November 24, 2024
Utility-Solar Partnership Proposes Net Metering Overhaul
New York utilities and three solar companies proposed a business model that they said would replace net metering and address cost-shifting concerns.

By William Opalka

New York utilities and three solar companies on Tuesday proposed a business model that they said would replace net metering and address cost-shifting concerns, a pact that could serve as a model nationally (15-E-0751).

The proposal was made in a proceeding of New York’s Reforming the Energy Vision initiative.

The Solar Progress Partnership includes Central Hudson Gas & Electric, Consolidated Edison, New York State Electric and Gas, National Grid, Orange and Rockland Utilities, Rochester Gas and Electric and the solar companies SolarCity, SunEdison and SunPower.

NY Net Metered Resources (NY-PSC) - Utilities-Solar Partnership

“At its core, the partnership’s proposal provides simplicity for customers, recognizes the locational value of clean [distributed energy resources] and attempts to resolve potential bill impacts, particularly to customers who are not participating in [net metering],” the filing states.

Under net metering, utilities pay for surplus power from rooftop solar systems. Utilities say this means ratepayers without solar systems are paying more than their share of grid costs. (In the Orange and Rockland service territory, customers are reimbursed at the NYISO day-ahead hourly price, which is the wholesale rate. Some other utilities pay at the retail rate.)

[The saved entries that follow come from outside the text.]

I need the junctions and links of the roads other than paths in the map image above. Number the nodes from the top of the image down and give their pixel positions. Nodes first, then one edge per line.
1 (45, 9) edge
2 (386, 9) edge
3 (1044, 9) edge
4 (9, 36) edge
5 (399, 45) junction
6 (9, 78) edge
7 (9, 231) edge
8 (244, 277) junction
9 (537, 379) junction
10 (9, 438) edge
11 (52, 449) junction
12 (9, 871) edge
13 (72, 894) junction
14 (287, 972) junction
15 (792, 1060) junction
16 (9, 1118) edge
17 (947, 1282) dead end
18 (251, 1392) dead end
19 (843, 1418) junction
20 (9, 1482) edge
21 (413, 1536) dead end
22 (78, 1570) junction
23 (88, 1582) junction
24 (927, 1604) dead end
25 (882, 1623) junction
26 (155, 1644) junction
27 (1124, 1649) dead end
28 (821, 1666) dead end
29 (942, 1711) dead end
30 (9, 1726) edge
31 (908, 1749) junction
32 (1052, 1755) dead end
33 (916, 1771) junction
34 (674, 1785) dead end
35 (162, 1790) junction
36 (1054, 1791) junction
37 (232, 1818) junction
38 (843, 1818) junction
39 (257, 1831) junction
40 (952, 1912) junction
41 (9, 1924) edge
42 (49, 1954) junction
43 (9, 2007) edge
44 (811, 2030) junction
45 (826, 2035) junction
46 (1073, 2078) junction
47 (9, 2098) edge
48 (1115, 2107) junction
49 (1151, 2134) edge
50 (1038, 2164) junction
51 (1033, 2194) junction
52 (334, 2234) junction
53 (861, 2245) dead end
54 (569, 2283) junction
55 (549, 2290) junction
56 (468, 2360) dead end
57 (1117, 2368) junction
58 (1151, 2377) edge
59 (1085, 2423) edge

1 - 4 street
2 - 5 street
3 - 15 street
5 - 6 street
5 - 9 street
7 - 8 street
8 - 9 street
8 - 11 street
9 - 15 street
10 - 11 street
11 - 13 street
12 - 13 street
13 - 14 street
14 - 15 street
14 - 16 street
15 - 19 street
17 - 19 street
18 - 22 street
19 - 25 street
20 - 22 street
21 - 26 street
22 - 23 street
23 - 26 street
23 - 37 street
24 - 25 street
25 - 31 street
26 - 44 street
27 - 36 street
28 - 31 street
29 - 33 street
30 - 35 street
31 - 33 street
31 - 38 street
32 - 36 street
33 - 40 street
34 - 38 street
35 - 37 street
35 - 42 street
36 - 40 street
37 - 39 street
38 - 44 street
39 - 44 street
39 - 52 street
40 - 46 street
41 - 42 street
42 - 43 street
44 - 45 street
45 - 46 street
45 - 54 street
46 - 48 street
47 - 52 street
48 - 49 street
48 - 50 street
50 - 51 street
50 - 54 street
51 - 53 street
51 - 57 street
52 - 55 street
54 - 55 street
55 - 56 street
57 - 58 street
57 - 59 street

The proposal would preserve credits for residential rooftop solar systems. But it proposes a transition from the current net metering model that would begin in 2020 for larger projects. The filing recommends collecting a payment from solar developers for community and remote solar projects connected to the grid.

The proposal marks a potential cease-fire in the battles solar developers have fought with utilities in states across the country. In December, SolarCity announced it was ending operations in Nevada after regulators cut payments to rooftop panel owners.

News of the agreement appeared to cheer investors. SolarCity shares ended last week at $33.34, up 9% from the open Tuesday, while SunPower shares were up less than 1% at $21.66. SunEdison shares were trading at $0.34 Thursday — when the company announced it was seeking Chapter 11 bankruptcy protection — up 6% from Tuesday.

“We’re working together to keep our state’s solar market vibrant while enabling us to maintain the robust power grid that solar energy requires, and in a way that is fair to all customers,” Con Edison CEO John McAvoy said in a joint statement.

SolarCity CEO Lyndon Rive also was conciliatory. “The deep institutional knowledge of these six utilities and the creative approach they are taking to the evolution of electricity is inspiring. Leaders like these will lay the foundation for the grid of the future.”

The partnership said the proposal came out of discussions facilitated by the Advanced Energy Economy Institute.

LMP+D+E

The proposal said it would use elements of a New York Public Service Commission staff white paper to transition to a compensation structure “that more closely aligns with the value the resources bring to the power system, including the wholesale power system (‘LMP’), the electric distribution system (‘D’) and to society at large (‘E’), which is generally the environmental benefit.”

Proposed Solar Transition to LMP+D+E (Solar Progress Partnership) - Net metering overhaul utilities

Each community distributed generation (CDG) project would be assigned to a tranche that would establish a compensation rate and developer payments. “Each successive tranche would incorporate higher developer payments, gradually moving the total resource compensation rate to LMP+D+E,” the partnership said.

According to PSC data, the state has more than 3,100 MW net energy metering resources installed or in utilities’ interconnection queues. “These queues have more than doubled in the first three months of 2016,” the proposal said. “Much of this recent development activity has been configured as CDG projects.”

Barriers to Entry?

The plan would require developers to provide letters of credit, a condition that Karl Rábago, head of the Pace Energy and Climate Center, said bars small developers.

“In the early days of the Texas market deregulation, that’s really what shook out the smaller developers,” Rábago, a former Texas Public Utility Commissioner told Capital New York. “I don’t have a line of credit if I’m a small player.”